DIRECTIONS FOR THIS TASK
Looking only at the lines below that contain "dead", give the number of them and no other text.

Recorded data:
- - - - - - -
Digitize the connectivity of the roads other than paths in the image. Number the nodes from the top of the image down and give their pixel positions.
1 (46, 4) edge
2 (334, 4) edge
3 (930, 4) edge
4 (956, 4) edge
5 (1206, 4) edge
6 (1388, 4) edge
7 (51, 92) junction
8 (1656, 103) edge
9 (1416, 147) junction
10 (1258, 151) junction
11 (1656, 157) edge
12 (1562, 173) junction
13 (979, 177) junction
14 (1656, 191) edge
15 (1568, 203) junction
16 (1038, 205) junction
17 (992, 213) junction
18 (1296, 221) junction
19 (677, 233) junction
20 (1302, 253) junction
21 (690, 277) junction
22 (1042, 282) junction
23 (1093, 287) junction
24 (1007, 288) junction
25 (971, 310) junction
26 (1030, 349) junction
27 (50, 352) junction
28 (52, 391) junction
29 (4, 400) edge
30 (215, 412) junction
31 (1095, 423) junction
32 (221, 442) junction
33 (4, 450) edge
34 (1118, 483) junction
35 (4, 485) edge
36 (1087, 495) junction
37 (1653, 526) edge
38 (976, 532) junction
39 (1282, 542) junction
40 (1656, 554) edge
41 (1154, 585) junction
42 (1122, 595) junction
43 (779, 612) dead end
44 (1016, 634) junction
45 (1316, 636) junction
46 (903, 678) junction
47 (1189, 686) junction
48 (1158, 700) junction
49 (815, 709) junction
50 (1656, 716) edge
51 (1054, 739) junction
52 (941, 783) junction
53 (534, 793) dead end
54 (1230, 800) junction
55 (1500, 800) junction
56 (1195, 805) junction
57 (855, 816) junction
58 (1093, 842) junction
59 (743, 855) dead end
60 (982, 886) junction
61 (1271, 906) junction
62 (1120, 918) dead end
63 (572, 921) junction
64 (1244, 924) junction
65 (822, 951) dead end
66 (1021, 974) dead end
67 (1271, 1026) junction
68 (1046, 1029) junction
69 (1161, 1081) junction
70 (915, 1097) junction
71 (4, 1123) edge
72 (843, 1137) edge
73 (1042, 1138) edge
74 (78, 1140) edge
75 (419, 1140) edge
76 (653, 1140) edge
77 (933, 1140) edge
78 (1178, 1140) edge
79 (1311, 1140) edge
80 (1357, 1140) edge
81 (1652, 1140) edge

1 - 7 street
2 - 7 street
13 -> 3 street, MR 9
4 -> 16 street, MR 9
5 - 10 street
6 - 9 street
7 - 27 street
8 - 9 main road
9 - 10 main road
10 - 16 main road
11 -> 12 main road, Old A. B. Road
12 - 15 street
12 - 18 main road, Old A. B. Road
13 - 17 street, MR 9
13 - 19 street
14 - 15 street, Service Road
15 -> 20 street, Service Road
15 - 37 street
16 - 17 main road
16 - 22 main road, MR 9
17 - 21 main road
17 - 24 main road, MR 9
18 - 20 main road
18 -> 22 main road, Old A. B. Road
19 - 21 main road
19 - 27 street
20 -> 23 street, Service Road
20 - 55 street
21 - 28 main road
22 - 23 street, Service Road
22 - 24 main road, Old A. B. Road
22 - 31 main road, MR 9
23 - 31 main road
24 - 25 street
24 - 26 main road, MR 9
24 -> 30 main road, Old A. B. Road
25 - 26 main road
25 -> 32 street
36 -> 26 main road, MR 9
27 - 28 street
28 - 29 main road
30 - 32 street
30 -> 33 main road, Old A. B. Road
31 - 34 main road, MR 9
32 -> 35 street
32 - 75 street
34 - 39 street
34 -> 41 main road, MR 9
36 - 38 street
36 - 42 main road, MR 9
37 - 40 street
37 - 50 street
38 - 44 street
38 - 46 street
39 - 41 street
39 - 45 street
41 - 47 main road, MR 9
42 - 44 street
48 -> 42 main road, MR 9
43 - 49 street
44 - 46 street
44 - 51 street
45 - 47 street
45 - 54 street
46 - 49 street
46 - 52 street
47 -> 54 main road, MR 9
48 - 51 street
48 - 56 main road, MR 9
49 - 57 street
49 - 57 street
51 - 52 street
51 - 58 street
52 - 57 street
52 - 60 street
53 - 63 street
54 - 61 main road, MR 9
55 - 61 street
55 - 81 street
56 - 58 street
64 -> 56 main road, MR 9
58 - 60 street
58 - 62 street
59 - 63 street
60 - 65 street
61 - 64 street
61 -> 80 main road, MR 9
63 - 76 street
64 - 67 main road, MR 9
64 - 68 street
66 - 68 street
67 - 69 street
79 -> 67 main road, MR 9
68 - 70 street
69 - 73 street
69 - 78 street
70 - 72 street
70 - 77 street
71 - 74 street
- - - - - - -
ANSWER TO THE PROBLEM
6